Stargardt-like Clinical Characteristics and Disease Course Associated with Variants in the WDR19 Gene

Variants in WDR19 (IFT144) have been implicated as another possible cause of Stargardt disease. The purpose of this study was to compare longitudinal multimodal imaging of a WDR19-Stargardt patient, harboring p.(Ser485Ile) and a novel c.(3183+1_3184-1)_(3261+1_3262-1)del variant, with 43 ABCA4-Stargardt patients. Age at onset, visual acuity, Ishihara color vision, color fundus, fundus autofluorescence (FAF), spectral-domain optical coherence tomography (OCT) images, microperimetry and electroretinography (ERG) were evaluated. First symptom of WDR19 patient was nyctalopia at the age of 5 years. After the age of 18 years, OCT showed hyper-reflectivity at the level of the external limiting membrane/outer nuclear layer. There was abnormal cone and rod photoreceptor function on ERG. Widespread fundus flecks appeared, followed by perifoveal photoreceptor atrophy. Fovea and peripapillary retina remained preserved until the latest exam at 25 years of age. ABCA4 patients had median age of onset at 16 (range 5–60) years and mostly displayed typical Stargardt triad.
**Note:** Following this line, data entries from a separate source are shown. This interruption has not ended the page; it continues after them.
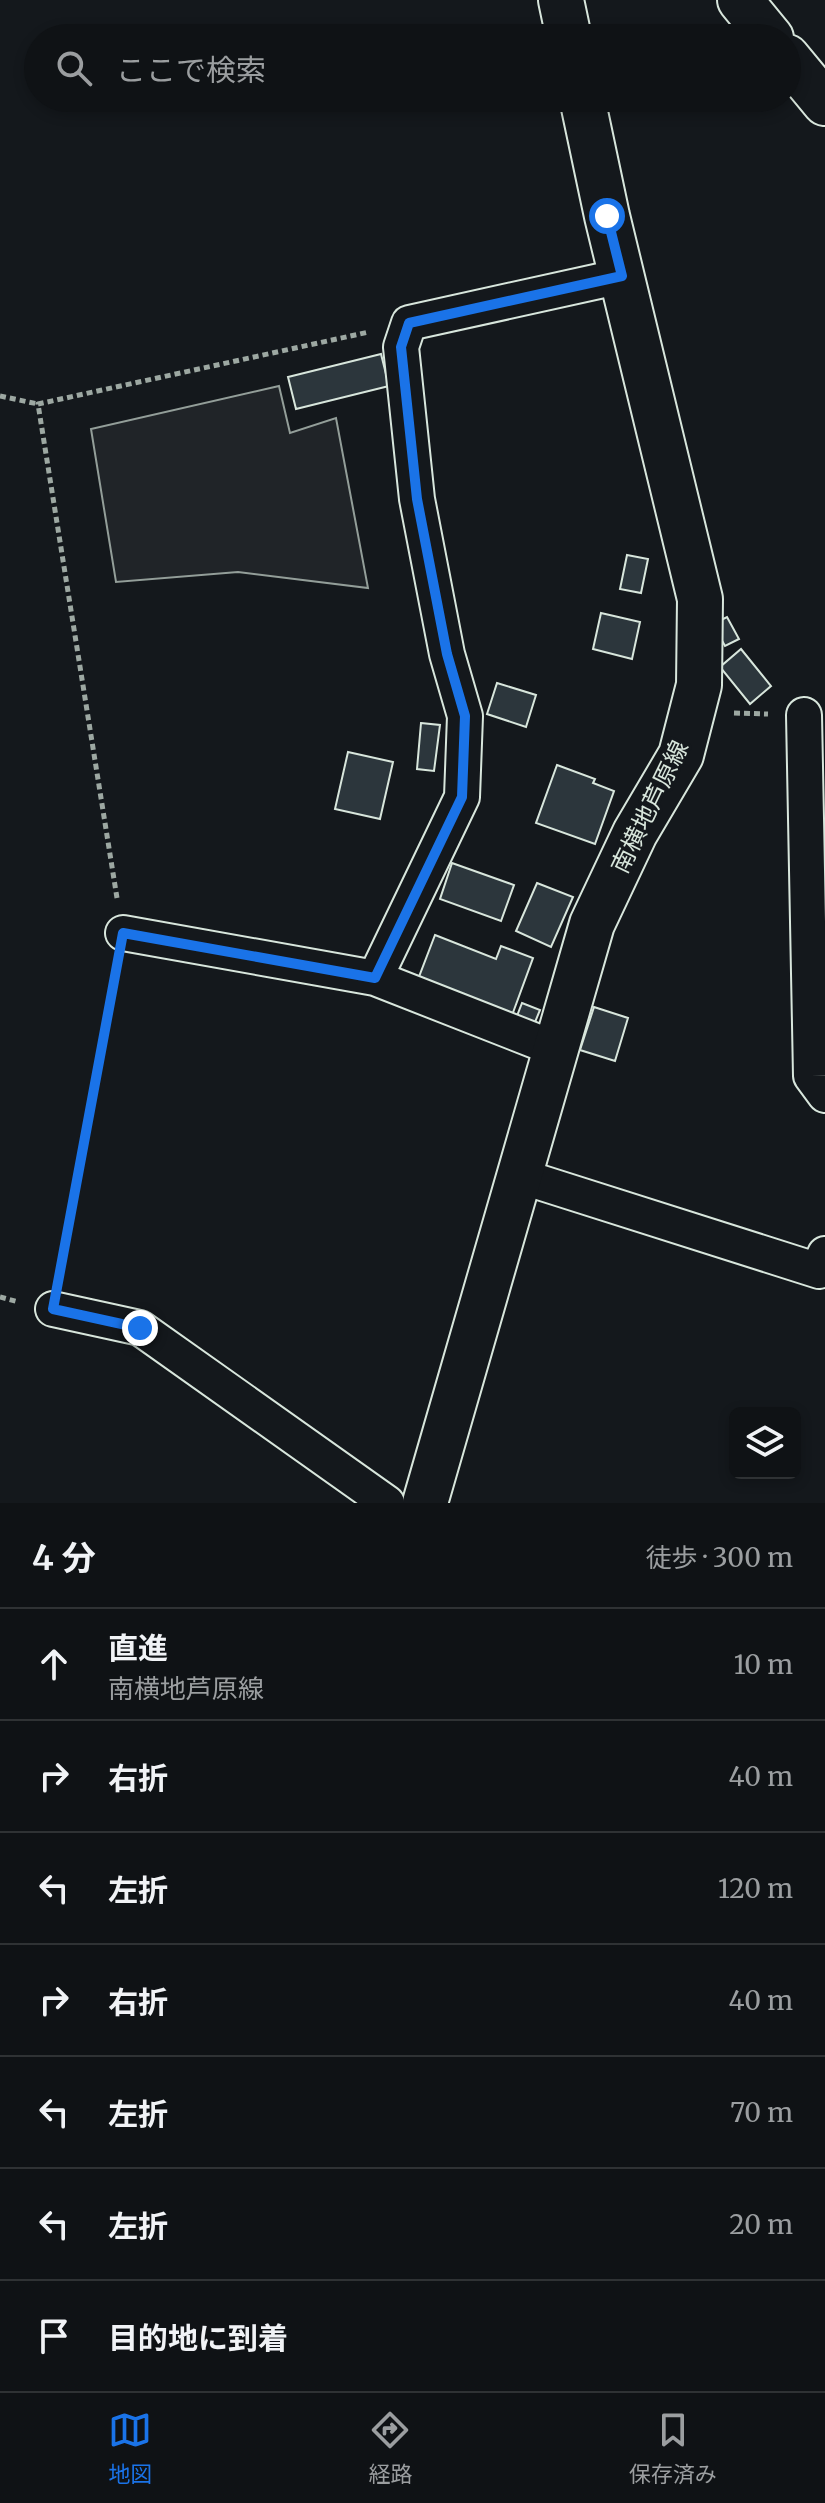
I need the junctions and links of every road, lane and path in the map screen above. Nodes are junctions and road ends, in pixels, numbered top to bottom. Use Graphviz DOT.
graph roads {
  1 [pos="561,0"];
  2 [pos="740,0"];
  3 [pos="566,24"];
  4 [pos="760,24"];
  5 [pos="801,74"];
  6 [pos="825,103"];
  7 [pos="585,112"];
  8 [pos="622,276"];
  9 [pos="409,323"];
  10 [pos="0,396"];
  11 [pos="38,404"];
  12 [pos="692,712"];
  13 [pos="804,715"];
  14 [pos="123,933"];
  15 [pos="375,978"];
  16 [pos="556,1049"];
  17 [pos="825,1095"];
  18 [pos="520,1176"];
  19 [pos="825,1254"];
  20 [pos="53,1309"];
  21 [pos="387,1503"];
  22 [pos="425,1503"];
  1 -- 3 [label="main road"];
  2 -- 4 [label="main road"];
  5 -- 6 [label="main road"];
  7 -- 8 [label="main road, 南横地芦原線"];
  8 -- 9 [label="street"];
  8 -- 12 [label="main road, 南横地芦原線"];
  9 -- 11 [label="path"];
  9 -- 15 [label="street"];
  10 -- 11 [label="path"];
  11 -- 14 [label="path"];
  12 -- 13 [label="path"];
  12 -- 16 [label="main road, 南横地芦原線"];
  13 -- 17 [label="street"];
  14 -- 15 [label="street"];
  14 -- 20 [label="path"];
  15 -- 16 [label="street"];
  16 -- 18 [label="main road, 南横地芦原線"];
  18 -- 19 [label="street"];
  18 -- 22 [label="main road, 南横地芦原線"];
  20 -- 21 [label="street"];
}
A total of 19% had foveal sparing. In comparison to ABCA4 patients, the WDR19 patient had a relatively large foveal preservation and severe rod photoreceptor impairment; however, it was still within the ABCA4 disease spectrum. Addition of WDR19 in the group of genes producing phenocopies of Stargardt disease underlines the importance of genetic testing and may help to understand its pathogenesis.